Problem to work on: Everything in the records below goes into the copy exactly, except the pictures.
....
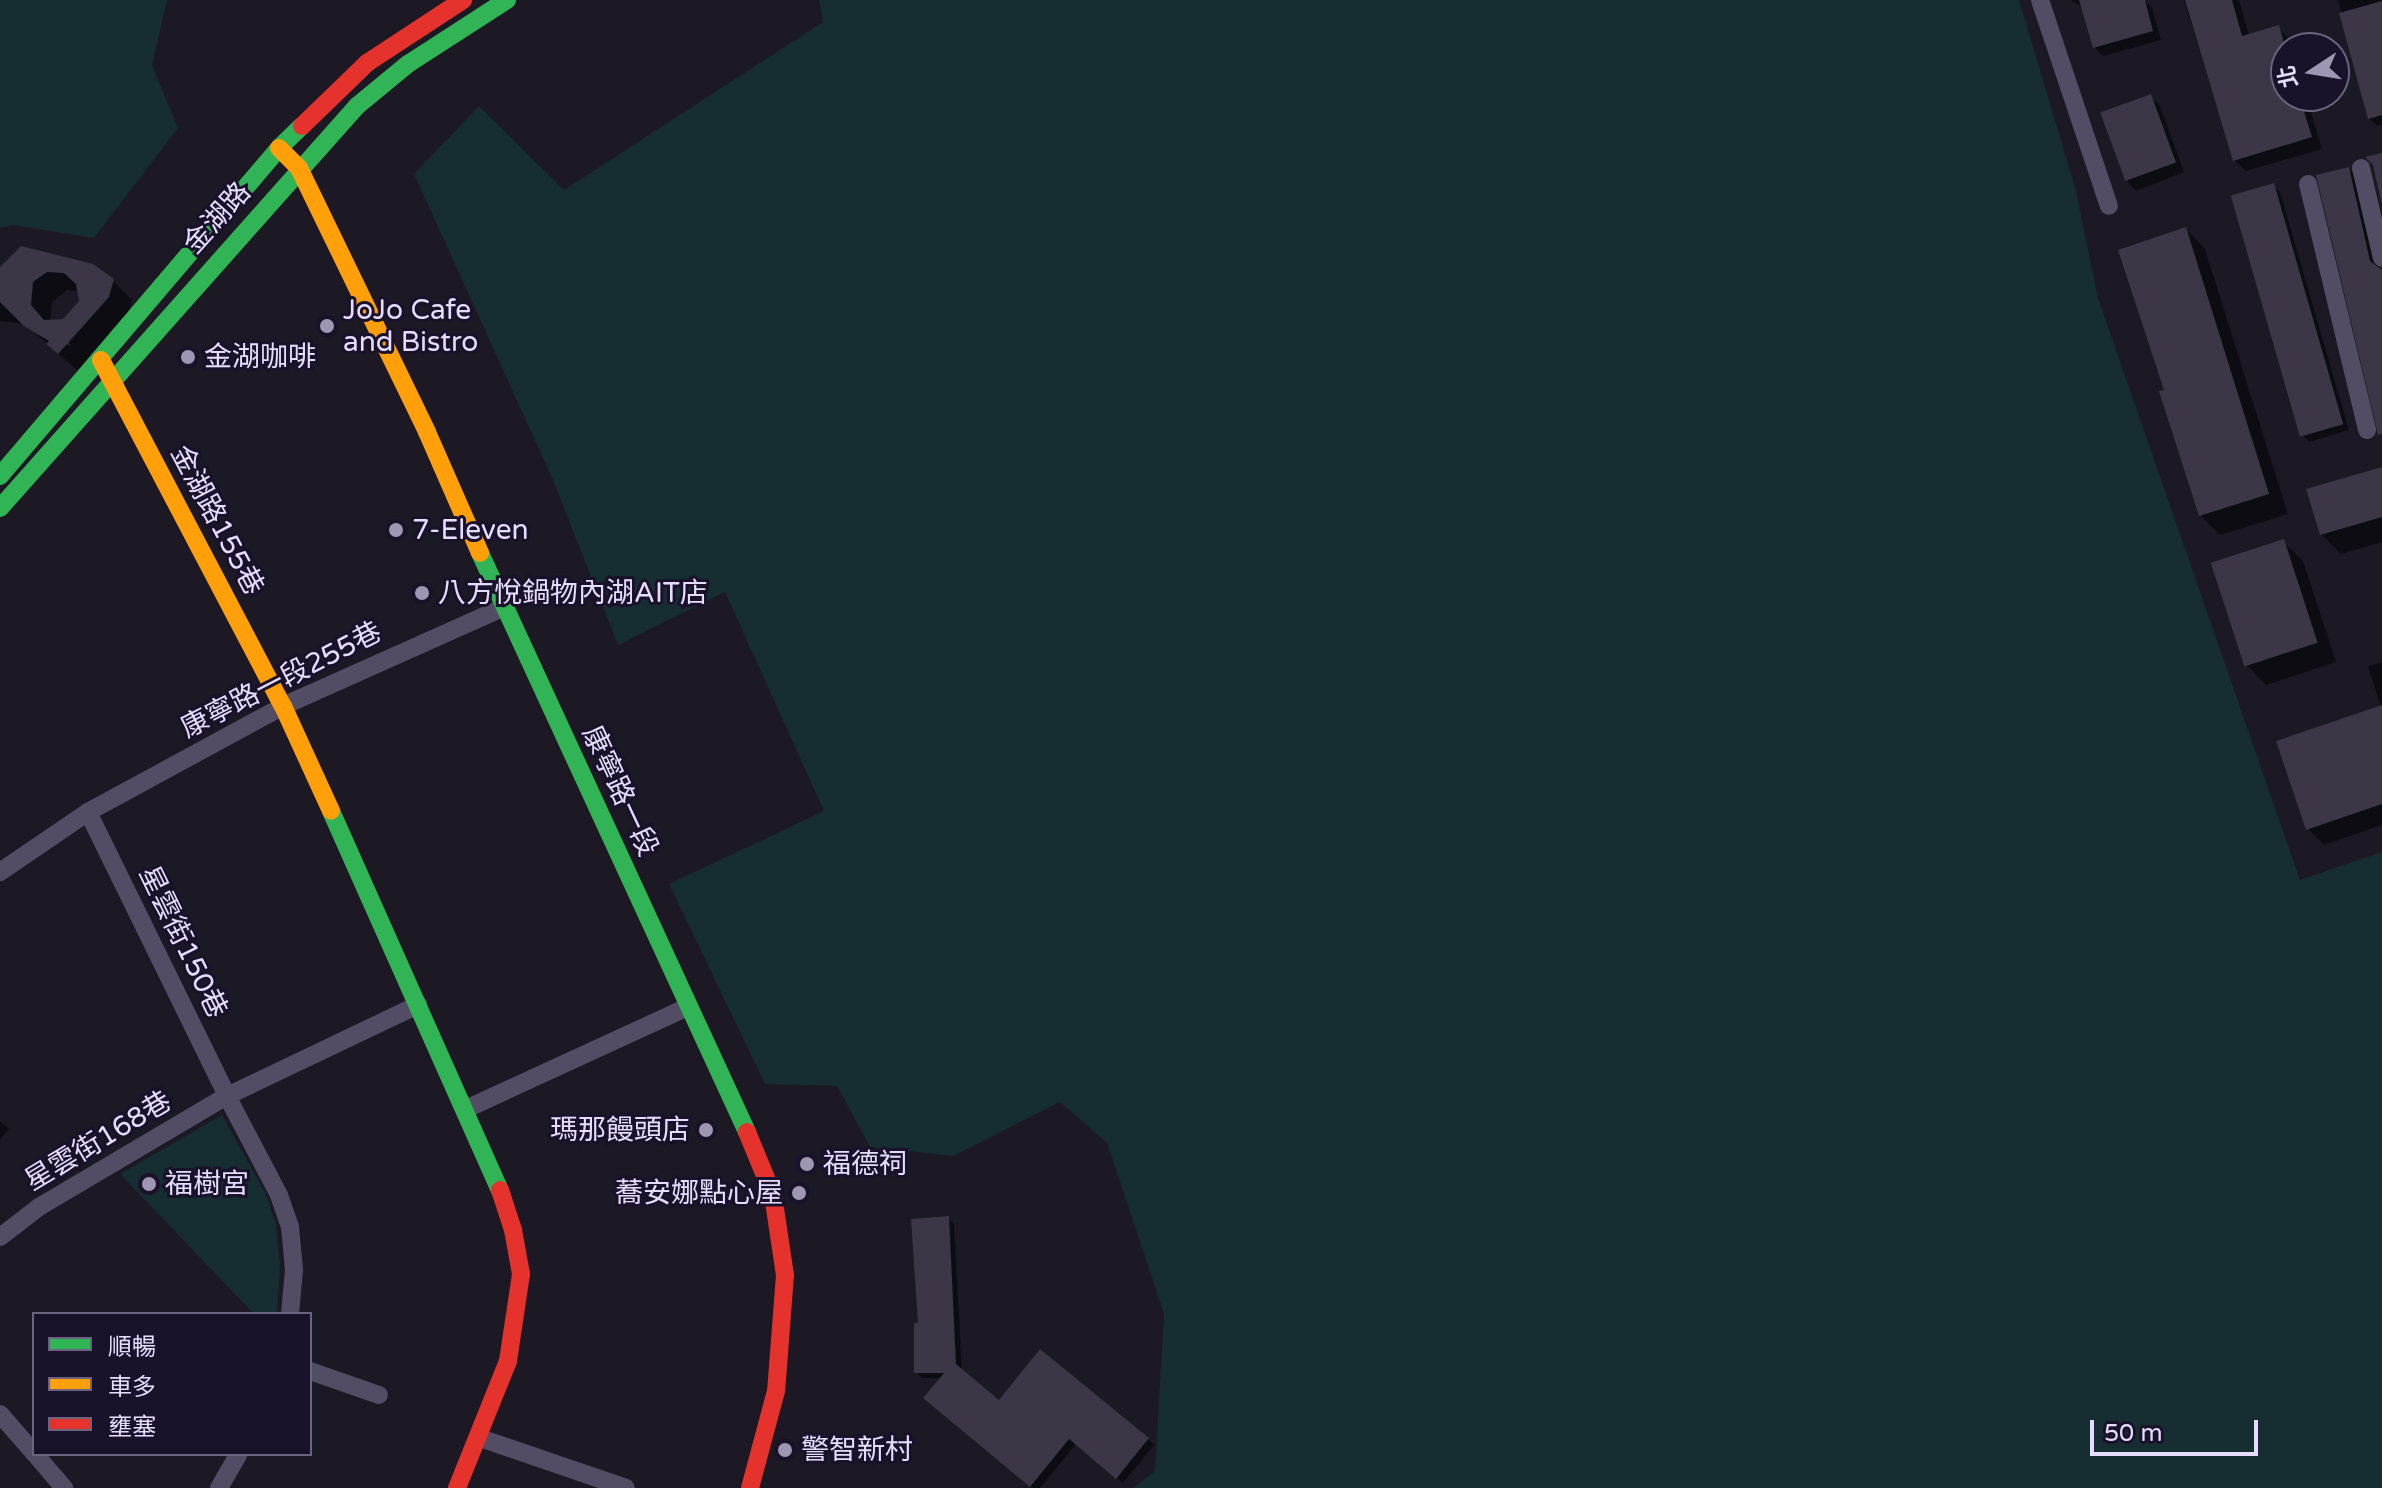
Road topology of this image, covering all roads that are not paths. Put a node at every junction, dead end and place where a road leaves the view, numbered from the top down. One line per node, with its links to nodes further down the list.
1 (463, 0): 4 (street, 金湖路)
2 (507, 0): 5 (street, 金湖路)
3 (2040, 0): 8 (street)
4 (279, 148): 5 (street, 康寧路一段); 10 (street, 金湖路)
5 (299, 168): 11 (street, 金湖路); 15 (street, 康寧路一段)
6 (2361, 168): 9 (street)
7 (2308, 184): 12 (street)
8 (2109, 206)
9 (2382, 258)
10 (101, 360): 11 (street, 金湖路155巷); 13 (street, 金湖路)
11 (112, 379): 14 (street, 金湖路); 16 (street, 金湖路155巷)
12 (2367, 430)
13 (0, 476)
14 (0, 508)
15 (504, 607): 16 (street, 康寧路一段255巷); 20 (street, 康寧路一段)
16 (283, 706): 17 (street, 康寧路一段255巷); 19 (street, 金湖路155巷)
17 (88, 812): 18 (street, 康寧路一段255巷); 21 (street, 星雲街150巷)
18 (0, 872)
19 (418, 1005): 21 (street); 22 (street, 金湖路155巷)
20 (688, 1007): 22 (street); 36 (street, 康寧路一段)
21 (227, 1096): 23 (street, 星雲街168巷); 24 (street, 星雲街150巷)
22 (466, 1109): 28 (street, 金湖路155巷)
23 (0, 1237)
24 (290, 1312)
25 (312, 1372): 26 (street)
26 (379, 1395)
27 (0, 1414): 29 (street)
28 (480, 1438): 34 (street, 金湖路155巷); 35 (street)
29 (32, 1452)
30 (36, 1456): 32 (street)
31 (238, 1456): 33 (street)
32 (64, 1488)
33 (219, 1488)
34 (457, 1488)
35 (626, 1488)
36 (750, 1488)

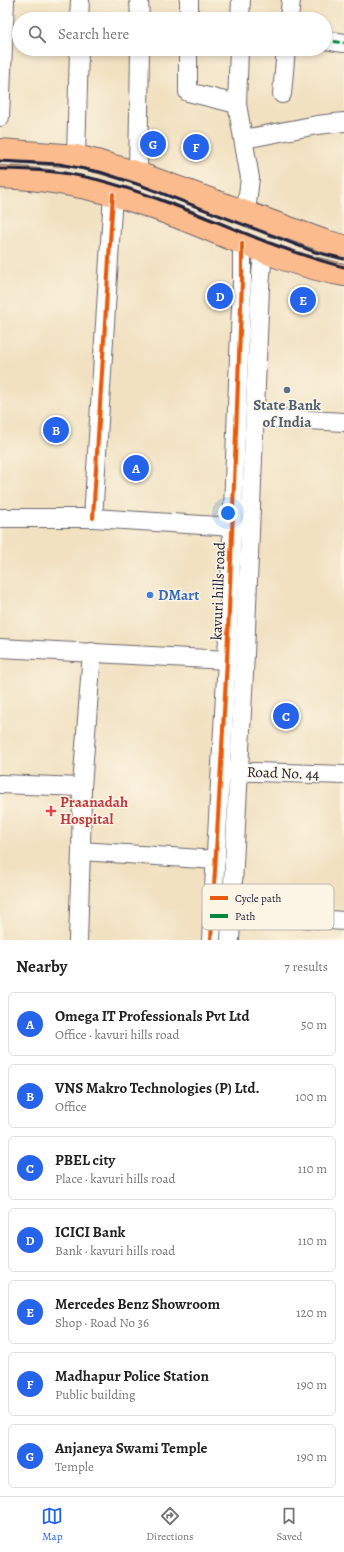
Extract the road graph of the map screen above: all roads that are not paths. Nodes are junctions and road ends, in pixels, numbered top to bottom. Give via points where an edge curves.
....
Response to the task:
Road topology of this image, covering all roads that are not paths. Put a node at every junction, dead end and place where a road leaves the view, numbered from the top down. One line per node, with its links to nodes further down the list.
1 (463, 0): 4 (street, 金湖路)
2 (507, 0): 5 (street, 金湖路)
3 (2040, 0): 8 (street)
4 (279, 148): 5 (street, 康寧路一段); 10 (street, 金湖路)
5 (299, 168): 11 (street, 金湖路); 15 (street, 康寧路一段)
6 (2361, 168): 9 (street)
7 (2308, 184): 12 (street)
8 (2109, 206)
9 (2382, 258)
10 (101, 360): 11 (street, 金湖路155巷); 13 (street, 金湖路)
11 (112, 379): 14 (street, 金湖路); 16 (street, 金湖路155巷)
12 (2367, 430)
13 (0, 476)
14 (0, 508)
15 (504, 607): 16 (street, 康寧路一段255巷); 20 (street, 康寧路一段)
16 (283, 706): 17 (street, 康寧路一段255巷); 19 (street, 金湖路155巷)
17 (88, 812): 18 (street, 康寧路一段255巷); 21 (street, 星雲街150巷)
18 (0, 872)
19 (418, 1005): 21 (street); 22 (street, 金湖路155巷)
20 (688, 1007): 22 (street); 36 (street, 康寧路一段)
21 (227, 1096): 23 (street, 星雲街168巷); 24 (street, 星雲街150巷)
22 (466, 1109): 28 (street, 金湖路155巷)
23 (0, 1237)
24 (290, 1312)
25 (312, 1372): 26 (street)
26 (379, 1395)
27 (0, 1414): 29 (street)
28 (480, 1438): 34 (street, 金湖路155巷); 35 (street)
29 (32, 1452)
30 (36, 1456): 32 (street)
31 (238, 1456): 33 (street)
32 (64, 1488)
33 (219, 1488)
34 (457, 1488)
35 (626, 1488)
36 (750, 1488)

Extract the road graph of the map screen above: all roads that are not paths. Nodes are junctions and road ends, in pixels, numbered top to bottom. Give via points where an edge curves.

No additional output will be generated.